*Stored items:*
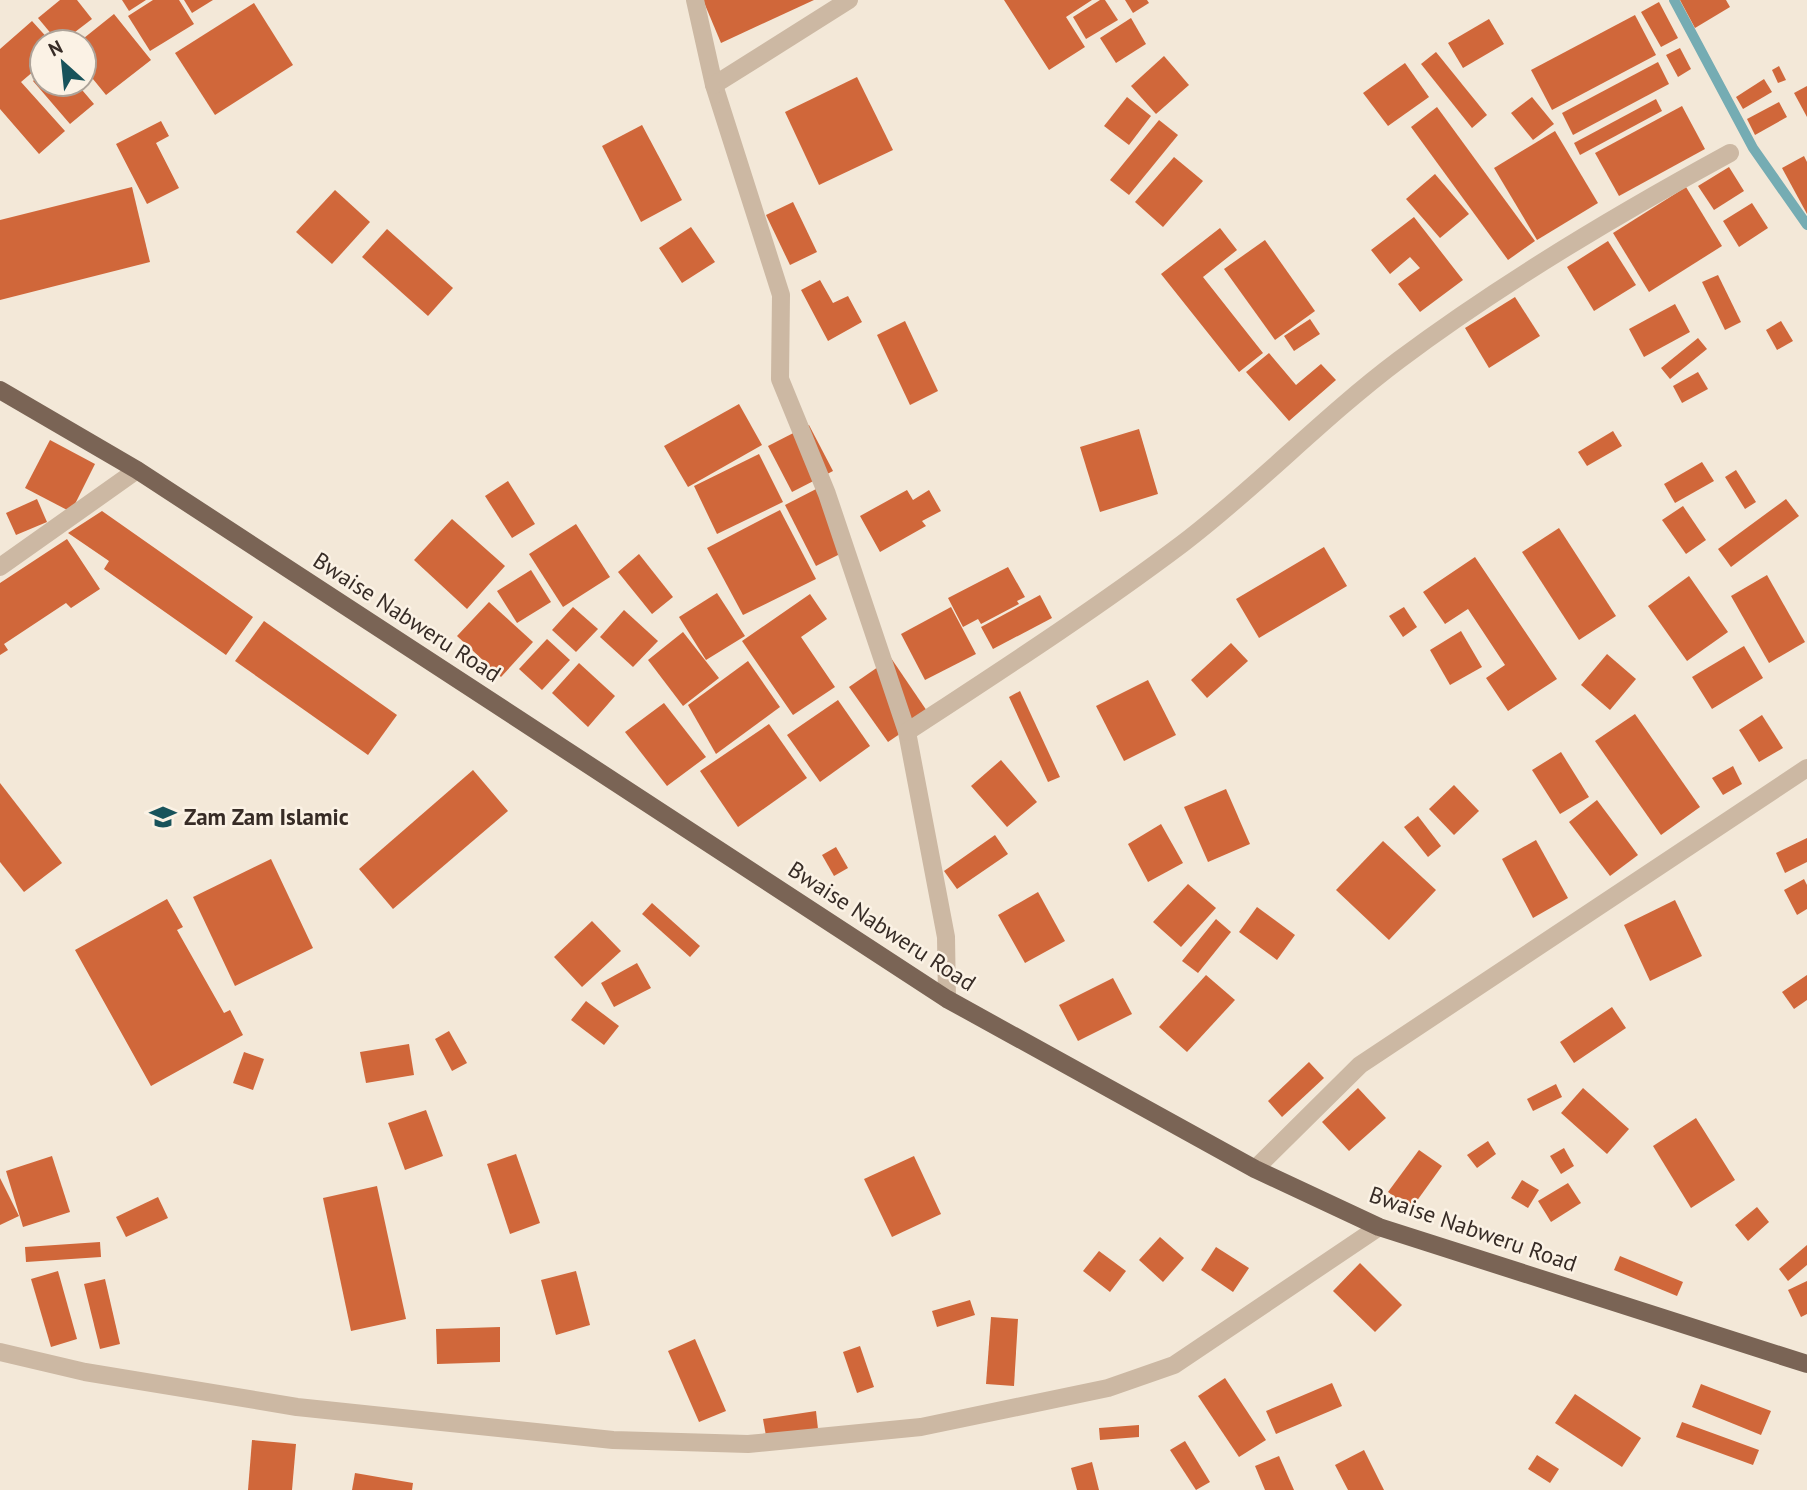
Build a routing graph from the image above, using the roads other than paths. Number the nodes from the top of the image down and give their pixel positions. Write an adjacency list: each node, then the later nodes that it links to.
1 (695, 0): 3 (street)
2 (849, 0): 3 (street)
3 (714, 85): 8 (street)
4 (1730, 153): 8 (street)
5 (0, 390): 6 (main road, Bwaise Nabweru Road)
6 (137, 470): 7 (street); 10 (main road, Bwaise Nabweru Road)
7 (0, 567)
8 (907, 732): 10 (street)
9 (1807, 768): 11 (street)
10 (947, 999): 11 (main road, Bwaise Nabweru Road)
11 (1255, 1169): 12 (main road, Bwaise Nabweru Road)
12 (1379, 1227): 13 (street); 14 (main road, Bwaise Nabweru Road)
13 (0, 1352)
14 (1807, 1364)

*Description of the task:* The reply must consist of the records, repeated exactly, minus any images.

*Response for this exercise:*
Build a routing graph from the image above, using the roads other than paths. Number the nodes from the top of the image down and give their pixel positions. Write an adjacency list: each node, then the later nodes that it links to.
1 (695, 0): 3 (street)
2 (849, 0): 3 (street)
3 (714, 85): 8 (street)
4 (1730, 153): 8 (street)
5 (0, 390): 6 (main road, Bwaise Nabweru Road)
6 (137, 470): 7 (street); 10 (main road, Bwaise Nabweru Road)
7 (0, 567)
8 (907, 732): 10 (street)
9 (1807, 768): 11 (street)
10 (947, 999): 11 (main road, Bwaise Nabweru Road)
11 (1255, 1169): 12 (main road, Bwaise Nabweru Road)
12 (1379, 1227): 13 (street); 14 (main road, Bwaise Nabweru Road)
13 (0, 1352)
14 (1807, 1364)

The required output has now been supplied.